The repository indexes software written in languages and ecosystems popularized by institutions such as MIT and Stanford, including C++ libraries linked to build systems from GNU Project and integration examples for Python and MATLAB workflows developed at MathWorks. Many projects interoperate with middleware and frameworks created by Open Source Robotics Foundation and projects inspired by ROS distributions maintained by contributors at Willow Garage and Open Robotics. Visualization and evaluation utilities reference toolchains from Point Cloud Library developers associated with Willow Garage and plotting conventions used by researchers at Lawrence Berkeley National Laboratory.

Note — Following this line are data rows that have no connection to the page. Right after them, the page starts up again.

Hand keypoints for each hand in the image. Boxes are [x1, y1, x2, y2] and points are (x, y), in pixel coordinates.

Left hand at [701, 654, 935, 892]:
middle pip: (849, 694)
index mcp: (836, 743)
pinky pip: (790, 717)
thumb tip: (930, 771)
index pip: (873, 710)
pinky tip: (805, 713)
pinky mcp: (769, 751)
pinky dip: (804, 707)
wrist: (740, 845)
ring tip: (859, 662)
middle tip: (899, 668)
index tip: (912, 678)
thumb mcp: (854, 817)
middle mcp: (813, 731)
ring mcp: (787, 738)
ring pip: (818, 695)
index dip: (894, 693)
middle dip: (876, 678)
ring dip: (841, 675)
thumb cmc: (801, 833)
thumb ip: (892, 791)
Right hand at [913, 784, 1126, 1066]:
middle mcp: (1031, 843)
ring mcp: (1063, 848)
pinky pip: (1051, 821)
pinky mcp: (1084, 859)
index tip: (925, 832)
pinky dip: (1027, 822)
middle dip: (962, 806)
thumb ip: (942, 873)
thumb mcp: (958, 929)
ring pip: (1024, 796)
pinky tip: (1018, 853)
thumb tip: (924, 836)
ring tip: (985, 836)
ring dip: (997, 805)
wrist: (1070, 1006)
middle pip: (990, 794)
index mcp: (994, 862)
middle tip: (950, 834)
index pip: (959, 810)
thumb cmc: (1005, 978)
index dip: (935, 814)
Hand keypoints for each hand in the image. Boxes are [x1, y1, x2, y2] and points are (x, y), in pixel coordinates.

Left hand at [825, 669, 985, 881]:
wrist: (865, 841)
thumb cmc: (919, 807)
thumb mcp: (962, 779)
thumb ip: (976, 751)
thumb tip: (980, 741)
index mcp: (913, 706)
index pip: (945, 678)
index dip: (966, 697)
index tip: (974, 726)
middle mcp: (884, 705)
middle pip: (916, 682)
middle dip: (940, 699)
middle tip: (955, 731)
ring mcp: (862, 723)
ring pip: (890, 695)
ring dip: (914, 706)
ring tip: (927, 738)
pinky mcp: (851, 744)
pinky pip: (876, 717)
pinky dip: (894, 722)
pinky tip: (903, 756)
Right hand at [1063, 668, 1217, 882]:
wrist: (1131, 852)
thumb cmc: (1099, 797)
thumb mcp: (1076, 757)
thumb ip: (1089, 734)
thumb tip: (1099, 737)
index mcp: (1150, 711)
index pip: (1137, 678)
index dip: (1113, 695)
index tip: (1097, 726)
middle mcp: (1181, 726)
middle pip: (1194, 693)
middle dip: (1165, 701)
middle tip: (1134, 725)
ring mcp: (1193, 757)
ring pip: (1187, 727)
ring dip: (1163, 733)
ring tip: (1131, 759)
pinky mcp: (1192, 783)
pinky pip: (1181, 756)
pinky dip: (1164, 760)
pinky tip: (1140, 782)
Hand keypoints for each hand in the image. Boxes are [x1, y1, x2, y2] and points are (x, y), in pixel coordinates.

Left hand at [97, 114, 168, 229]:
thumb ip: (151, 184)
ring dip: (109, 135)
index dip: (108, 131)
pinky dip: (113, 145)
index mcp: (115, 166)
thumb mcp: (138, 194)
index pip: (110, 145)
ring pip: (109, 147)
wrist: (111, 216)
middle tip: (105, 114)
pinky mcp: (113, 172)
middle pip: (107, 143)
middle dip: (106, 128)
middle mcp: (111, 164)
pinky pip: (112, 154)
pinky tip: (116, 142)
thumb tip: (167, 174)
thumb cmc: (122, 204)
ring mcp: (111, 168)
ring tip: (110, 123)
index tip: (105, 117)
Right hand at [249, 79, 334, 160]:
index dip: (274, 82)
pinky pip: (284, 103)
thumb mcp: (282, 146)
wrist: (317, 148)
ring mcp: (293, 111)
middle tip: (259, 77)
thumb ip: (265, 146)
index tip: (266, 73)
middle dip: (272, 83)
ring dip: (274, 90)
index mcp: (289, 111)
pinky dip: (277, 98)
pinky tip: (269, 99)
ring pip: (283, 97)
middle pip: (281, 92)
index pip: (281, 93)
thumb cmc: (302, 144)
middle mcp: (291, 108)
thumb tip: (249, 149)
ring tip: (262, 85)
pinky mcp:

Key algorithmic backends trace lineage to optimization packages associated with Google's Ceres Solver and numerical libraries from Eigen (C++ library) contributors.

Applications and Impact

Resources in the OpenSLAM collection support applications in service robotics developed by companies like iRobot and Boston Dynamics, autonomous driving research at Waymo and Uber ATG, and mapping projects used by municipal partners including teams at National Institute of Standards and Technology and US Department of Transportation. They have informed academic curricula at Carnegie Mellon University and Georgia Institute of Technology and have been cited in theses and technical reports from laboratories at Imperial College London and University of Tokyo. The software has enabled reproducible experiments for competitions and challenges organized by DARPA, benchmarking efforts at Oxford RobotCar partners, and cross-institution collaborations at annual meetings such as IROS and ICRA.

Community and Licensing

OpenSLAM is sustained by contributors from universities, research labs, and companies including teams at ETH Zurich, University of Oxford, Stanford University, Google Research, and independent developers affiliated with organizations such as Linux Foundation. Projects in the collection use a variety of open-source licenses influenced by licensing practices from Free Software Foundation, Apache Software Foundation, and contributors who prefer permissive or copyleft terms common in academic software. Community interaction occurs through mailing lists, code repositories, and issue trackers hosted on platforms that evolved from initiatives by GitHub (company) and GitLab Inc., and through workshops co-located with conferences like Robotics: Science and Systems and IEEE Conference on Robotics and Automation.